Shae Anderson

Personal information
- Full name: Shae Lynn Anderson
- Born: April 7, 1999 (age 27)
- Height: 5 ft 7 in (170 cm)

Sport
- Country: United States
- Sport: Track and field
- Event(s): 200 m, 400 m
- College team: UCLA Bruins

Achievements and titles
- Personal bests: 100 m: 11.50 (Los Angeles 2021); 200 m: 22.96 (Tucson 2021); 400 m: 50.84 (Eugene 2021);

= Shae Anderson =

American athlete (born 1999)

Shae Lynn Anderson (born April 7, 1999) is an American athlete who competes primarily in the 400 m.

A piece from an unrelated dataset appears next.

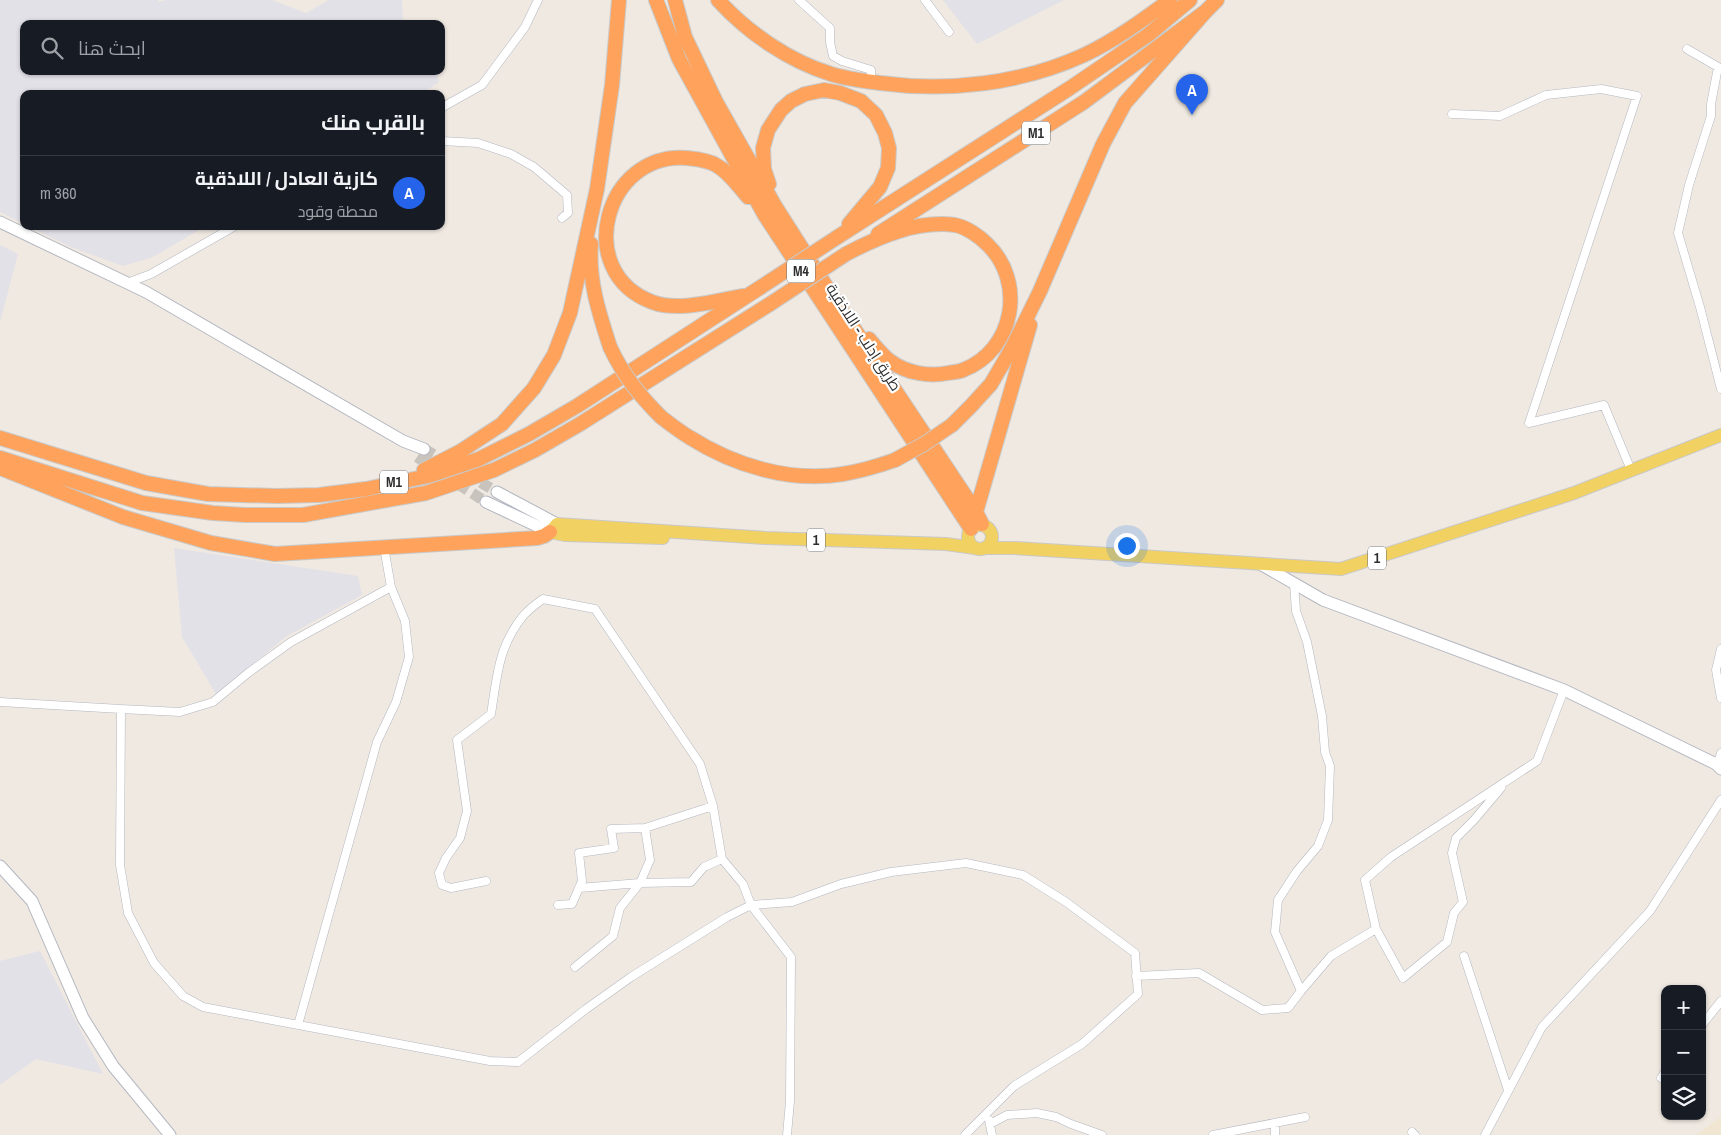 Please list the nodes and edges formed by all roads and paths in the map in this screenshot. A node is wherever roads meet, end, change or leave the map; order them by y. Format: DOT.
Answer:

From Norco, California, she studied at the University of Oregon and the University of California, Los Angeles and in 2020 broke the UCLA indoor 400 m record twice and helping the women's 4 × 400 m team to a UCLA indoor record.

She was a 2018 IAAF World U20 Championships gold medalist in the 4 × 400 m.

At the 2020 United States Olympic Trials (track and field) held in Eugene, Oregon, Anderson reached the final of the 400 m and qualified for the relay pool of the 4 × 400 m relay at the 2020 Summer Games.